The overall approach taken with artists scraper is:
If don't have mbid
        try to find artist by name at Musicbrainz to get ID
        failing that fallback to discogs (getting discog id?)
Get all details of artist from all possible sources - Musicbrainz, Discogs, TADB, fanart.tv and allmusic.
Merge the results, least accurate first.
Finally apply user preferences for the source of each data value.

@ronie a few questions on that strategy
  1. What is used to lookup artist details on the TADB, fanart.tv and allmusic sites - MBID, name, some other info from Musicbrainz, Discogs id (of some other info from Discogs)?
  2. How do we ensure the results from all the different sites are the same artist, name alone is not enough?
  3. How do the preferred source sites for each get applied after merging the results, I just don't see it.

Optional Sites
We also discussed making it optional to not only prefer certain source sites, but also pick the sites accessed. Have look everywhere as default, but let those with more specialist collections, or maybe those that just want say art quickly, have the option to adjust where (other than Musicbrainz falling back to  Discogs) data is retrieved from.

I can see the sense in requesting all data from all remote sites - how is the user meant to know which sites has data for that artist. However I was concerned that it meant extra network traffic, extra load on source sites and slower scraping of unwanted data. @ronie pointed out that none of that was true, the XML scraper also makes requets to all sites, the only slowness is caused by the Musicbranz throttling (I request per second), so fetching all the data we can while we are requesting makes sense. 

However I think the user does need a way to avoid certain data and/or from certain sites. For example e.g. the artist style, mood and genre data can be an utter mess, you may not want it at all or only from one site that has better quality values (in your subjective view) , or the discographies returned for classical composers can be pretty useless too.

Skipping requests to unwnated sites could also reduce network traffic and load on those sites, maybe even make scraping a little quicker across thousands of artists.

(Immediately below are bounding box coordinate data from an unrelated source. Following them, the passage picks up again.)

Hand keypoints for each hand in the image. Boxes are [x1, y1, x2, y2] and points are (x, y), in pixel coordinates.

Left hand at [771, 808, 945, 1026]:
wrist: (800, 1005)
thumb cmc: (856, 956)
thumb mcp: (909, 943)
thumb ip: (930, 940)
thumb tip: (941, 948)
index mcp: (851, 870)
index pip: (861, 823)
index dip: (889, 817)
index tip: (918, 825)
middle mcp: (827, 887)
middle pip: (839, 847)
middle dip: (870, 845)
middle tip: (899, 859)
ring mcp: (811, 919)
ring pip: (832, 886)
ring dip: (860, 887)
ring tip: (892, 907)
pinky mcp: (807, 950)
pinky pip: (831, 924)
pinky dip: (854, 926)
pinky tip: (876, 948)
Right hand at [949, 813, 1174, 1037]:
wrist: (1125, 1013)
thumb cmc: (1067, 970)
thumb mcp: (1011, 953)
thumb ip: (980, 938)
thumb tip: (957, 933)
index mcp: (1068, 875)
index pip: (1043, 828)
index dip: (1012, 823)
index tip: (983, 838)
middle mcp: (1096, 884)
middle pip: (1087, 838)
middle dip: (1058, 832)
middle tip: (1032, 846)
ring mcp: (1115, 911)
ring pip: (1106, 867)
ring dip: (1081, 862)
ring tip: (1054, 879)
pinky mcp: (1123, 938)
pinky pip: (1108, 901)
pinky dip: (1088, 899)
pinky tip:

Merging Scraped Artist Data with what already have
Of course a totally different approach would be to let the scraper return everything everytime, and  place control over how the new scraped data is merged with the previously scraped data into core or some Kodi settings (rather than addon settings).  Would be good thing for consistency, or just confusing for users to have the settings for that somewhere separate from the scraper?

Current approach with merging artist is, with exception of mbid and name that as identifiers are treated differently, the new values replace the old values. If empty then value gets cleared, sometimes users will use refresh with fetching data for some fields turned off to clean out garbage they accidentally scraped before - why did I get genres, yuck! But to achieve that you need a scraper option not to fetch some data values - perhaps put "none" in the preferrd source list?
Reply
#3
@Karellen asked
Quote:With the new python scrapers, is it possible to separate scraping artwork and metadata?
I know that the facility to refresh just possible art without picking up any other remote data is something users have asked for. @ronie it would be good if somewhere between scraper and core we could achieve that. Just to clarify "Prefer online info" and "Fetch additional info on update" settings have nothing to do with art.

The scraper fetches a list of possible art of a variety of types from remote sites. In the past only certain types of art have been filtered from the request results and returned to core (to be added to db). I think that we should start keeping the full list of what is available. This is not the same as setting the actual art. Yes core uses the stored list of possible art to fill in any gaps in thumbs/fanart that have not already been filled by local art, it also finds local art as part of tag scanning (not scraping).  So if fanarttv starts returning artist "mugshots" they just get included in the list of possible art, then later if the user has a skin that show mugshots Kodi can pick up the first art with aspect="mugshot" to fill that gap and set that as art (that gets fetched and cached). So art types should not be a scraper option, nor should the scraper limit what art type are saved in the list os possible art.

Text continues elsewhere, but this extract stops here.